Write out the entries once more, exactly as they appear.

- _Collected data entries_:
··········

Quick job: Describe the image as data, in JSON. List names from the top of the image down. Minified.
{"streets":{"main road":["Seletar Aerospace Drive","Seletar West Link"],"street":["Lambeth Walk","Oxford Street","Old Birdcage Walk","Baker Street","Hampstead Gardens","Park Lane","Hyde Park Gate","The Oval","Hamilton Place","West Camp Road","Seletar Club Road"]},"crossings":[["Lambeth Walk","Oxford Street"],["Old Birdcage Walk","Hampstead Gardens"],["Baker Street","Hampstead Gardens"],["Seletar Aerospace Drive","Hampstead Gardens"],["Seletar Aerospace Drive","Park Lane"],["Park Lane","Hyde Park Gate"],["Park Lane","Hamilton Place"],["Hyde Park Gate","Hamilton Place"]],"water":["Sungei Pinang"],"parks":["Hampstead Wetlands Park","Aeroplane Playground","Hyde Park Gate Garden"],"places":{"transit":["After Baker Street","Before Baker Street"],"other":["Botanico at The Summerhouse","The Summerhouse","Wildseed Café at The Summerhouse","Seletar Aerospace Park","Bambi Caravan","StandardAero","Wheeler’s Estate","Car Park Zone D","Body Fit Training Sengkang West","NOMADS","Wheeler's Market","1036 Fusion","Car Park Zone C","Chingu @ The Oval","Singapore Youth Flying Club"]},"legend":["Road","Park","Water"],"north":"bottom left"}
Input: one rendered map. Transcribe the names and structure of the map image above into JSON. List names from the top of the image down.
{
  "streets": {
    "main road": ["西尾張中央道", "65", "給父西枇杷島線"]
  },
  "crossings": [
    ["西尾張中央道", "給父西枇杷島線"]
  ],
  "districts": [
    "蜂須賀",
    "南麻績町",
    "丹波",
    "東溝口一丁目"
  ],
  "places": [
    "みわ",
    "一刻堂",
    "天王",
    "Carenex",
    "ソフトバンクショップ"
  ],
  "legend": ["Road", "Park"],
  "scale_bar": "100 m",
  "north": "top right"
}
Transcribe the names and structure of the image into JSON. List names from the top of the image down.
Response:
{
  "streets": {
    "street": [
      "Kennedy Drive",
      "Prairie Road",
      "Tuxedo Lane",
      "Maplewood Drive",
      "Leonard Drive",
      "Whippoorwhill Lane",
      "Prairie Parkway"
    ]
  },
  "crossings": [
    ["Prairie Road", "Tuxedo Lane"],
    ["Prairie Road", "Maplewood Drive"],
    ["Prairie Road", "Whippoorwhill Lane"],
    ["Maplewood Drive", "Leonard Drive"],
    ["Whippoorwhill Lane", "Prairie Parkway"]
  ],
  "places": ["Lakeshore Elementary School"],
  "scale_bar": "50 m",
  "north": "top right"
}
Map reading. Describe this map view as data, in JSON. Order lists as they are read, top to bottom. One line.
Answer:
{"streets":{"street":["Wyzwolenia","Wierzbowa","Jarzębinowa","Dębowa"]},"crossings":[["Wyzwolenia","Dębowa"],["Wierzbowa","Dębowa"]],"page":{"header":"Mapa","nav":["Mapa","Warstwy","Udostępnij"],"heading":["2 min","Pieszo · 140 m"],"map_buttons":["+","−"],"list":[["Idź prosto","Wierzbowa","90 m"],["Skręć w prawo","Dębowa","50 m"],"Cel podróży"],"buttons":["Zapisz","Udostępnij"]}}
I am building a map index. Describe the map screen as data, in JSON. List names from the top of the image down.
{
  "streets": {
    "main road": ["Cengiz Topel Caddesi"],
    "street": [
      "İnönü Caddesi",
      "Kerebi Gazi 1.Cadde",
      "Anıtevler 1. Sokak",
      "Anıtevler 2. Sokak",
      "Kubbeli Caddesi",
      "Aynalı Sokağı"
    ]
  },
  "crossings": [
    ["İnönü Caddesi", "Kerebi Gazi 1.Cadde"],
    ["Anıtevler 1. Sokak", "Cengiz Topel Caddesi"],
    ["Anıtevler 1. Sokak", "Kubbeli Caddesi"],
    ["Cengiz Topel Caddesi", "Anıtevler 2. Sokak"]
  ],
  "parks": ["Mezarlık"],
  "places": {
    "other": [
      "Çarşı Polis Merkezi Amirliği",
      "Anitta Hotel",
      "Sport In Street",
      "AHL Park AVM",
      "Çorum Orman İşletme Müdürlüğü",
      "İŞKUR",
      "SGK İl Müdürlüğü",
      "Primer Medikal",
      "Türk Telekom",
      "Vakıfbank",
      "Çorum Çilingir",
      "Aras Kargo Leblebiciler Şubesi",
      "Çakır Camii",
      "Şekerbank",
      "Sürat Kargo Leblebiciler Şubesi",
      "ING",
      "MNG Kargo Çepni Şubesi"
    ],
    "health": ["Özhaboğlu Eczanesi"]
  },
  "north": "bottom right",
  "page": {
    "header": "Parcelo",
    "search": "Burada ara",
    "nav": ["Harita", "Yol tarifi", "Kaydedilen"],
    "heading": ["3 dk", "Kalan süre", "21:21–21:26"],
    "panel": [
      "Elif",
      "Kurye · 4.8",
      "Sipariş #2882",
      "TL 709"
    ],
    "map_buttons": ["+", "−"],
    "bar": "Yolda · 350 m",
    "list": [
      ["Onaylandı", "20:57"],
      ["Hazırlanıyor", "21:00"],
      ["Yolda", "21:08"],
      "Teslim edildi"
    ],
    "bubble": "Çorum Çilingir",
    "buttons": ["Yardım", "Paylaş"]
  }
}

··········

- _Response area_:
Quick job: Describe the image as data, in JSON. List names from the top of the image down. Minified.
{"streets":{"main road":["Seletar Aerospace Drive","Seletar West Link"],"street":["Lambeth Walk","Oxford Street","Old Birdcage Walk","Baker Street","Hampstead Gardens","Park Lane","Hyde Park Gate","The Oval","Hamilton Place","West Camp Road","Seletar Club Road"]},"crossings":[["Lambeth Walk","Oxford Street"],["Old Birdcage Walk","Hampstead Gardens"],["Baker Street","Hampstead Gardens"],["Seletar Aerospace Drive","Hampstead Gardens"],["Seletar Aerospace Drive","Park Lane"],["Park Lane","Hyde Park Gate"],["Park Lane","Hamilton Place"],["Hyde Park Gate","Hamilton Place"]],"water":["Sungei Pinang"],"parks":["Hampstead Wetlands Park","Aeroplane Playground","Hyde Park Gate Garden"],"places":{"transit":["After Baker Street","Before Baker Street"],"other":["Botanico at The Summerhouse","The Summerhouse","Wildseed Café at The Summerhouse","Seletar Aerospace Park","Bambi Caravan","StandardAero","Wheeler’s Estate","Car Park Zone D","Body Fit Training Sengkang West","NOMADS","Wheeler's Market","1036 Fusion","Car Park Zone C","Chingu @ The Oval","Singapore Youth Flying Club"]},"legend":["Road","Park","Water"],"north":"bottom left"}
Input: one rendered map. Transcribe the names and structure of the map image above into JSON. List names from the top of the image down.
{
  "streets": {
    "main road": ["西尾張中央道", "65", "給父西枇杷島線"]
  },
  "crossings": [
    ["西尾張中央道", "給父西枇杷島線"]
  ],
  "districts": [
    "蜂須賀",
    "南麻績町",
    "丹波",
    "東溝口一丁目"
  ],
  "places": [
    "みわ",
    "一刻堂",
    "天王",
    "Carenex",
    "ソフトバンクショップ"
  ],
  "legend": ["Road", "Park"],
  "scale_bar": "100 m",
  "north": "top right"
}
Transcribe the names and structure of the image into JSON. List names from the top of the image down.
Response:
{
  "streets": {
    "street": [
      "Kennedy Drive",
      "Prairie Road",
      "Tuxedo Lane",
      "Maplewood Drive",
      "Leonard Drive",
      "Whippoorwhill Lane",
      "Prairie Parkway"
    ]
  },
  "crossings": [
    ["Prairie Road", "Tuxedo Lane"],
    ["Prairie Road", "Maplewood Drive"],
    ["Prairie Road", "Whippoorwhill Lane"],
    ["Maplewood Drive", "Leonard Drive"],
    ["Whippoorwhill Lane", "Prairie Parkway"]
  ],
  "places": ["Lakeshore Elementary School"],
  "scale_bar": "50 m",
  "north": "top right"
}
Map reading. Describe this map view as data, in JSON. Order lists as they are read, top to bottom. One line.
Answer:
{"streets":{"street":["Wyzwolenia","Wierzbowa","Jarzębinowa","Dębowa"]},"crossings":[["Wyzwolenia","Dębowa"],["Wierzbowa","Dębowa"]],"page":{"header":"Mapa","nav":["Mapa","Warstwy","Udostępnij"],"heading":["2 min","Pieszo · 140 m"],"map_buttons":["+","−"],"list":[["Idź prosto","Wierzbowa","90 m"],["Skręć w prawo","Dębowa","50 m"],"Cel podróży"],"buttons":["Zapisz","Udostępnij"]}}
I am building a map index. Describe the map screen as data, in JSON. List names from the top of the image down.
{
  "streets": {
    "main road": ["Cengiz Topel Caddesi"],
    "street": [
      "İnönü Caddesi",
      "Kerebi Gazi 1.Cadde",
      "Anıtevler 1. Sokak",
      "Anıtevler 2. Sokak",
      "Kubbeli Caddesi",
      "Aynalı Sokağı"
    ]
  },
  "crossings": [
    ["İnönü Caddesi", "Kerebi Gazi 1.Cadde"],
    ["Anıtevler 1. Sokak", "Cengiz Topel Caddesi"],
    ["Anıtevler 1. Sokak", "Kubbeli Caddesi"],
    ["Cengiz Topel Caddesi", "Anıtevler 2. Sokak"]
  ],
  "parks": ["Mezarlık"],
  "places": {
    "other": [
      "Çarşı Polis Merkezi Amirliği",
      "Anitta Hotel",
      "Sport In Street",
      "AHL Park AVM",
      "Çorum Orman İşletme Müdürlüğü",
      "İŞKUR",
      "SGK İl Müdürlüğü",
      "Primer Medikal",
      "Türk Telekom",
      "Vakıfbank",
      "Çorum Çilingir",
      "Aras Kargo Leblebiciler Şubesi",
      "Çakır Camii",
      "Şekerbank",
      "Sürat Kargo Leblebiciler Şubesi",
      "ING",
      "MNG Kargo Çepni Şubesi"
    ],
    "health": ["Özhaboğlu Eczanesi"]
  },
  "north": "bottom right",
  "page": {
    "header": "Parcelo",
    "search": "Burada ara",
    "nav": ["Harita", "Yol tarifi", "Kaydedilen"],
    "heading": ["3 dk", "Kalan süre", "21:21–21:26"],
    "panel": [
      "Elif",
      "Kurye · 4.8",
      "Sipariş #2882",
      "TL 709"
    ],
    "map_buttons": ["+", "−"],
    "bar": "Yolda · 350 m",
    "list": [
      ["Onaylandı", "20:57"],
      ["Hazırlanıyor", "21:00"],
      ["Yolda", "21:08"],
      "Teslim edildi"
    ],
    "bubble": "Çorum Çilingir",
    "buttons": ["Yardım", "Paylaş"]
  }
}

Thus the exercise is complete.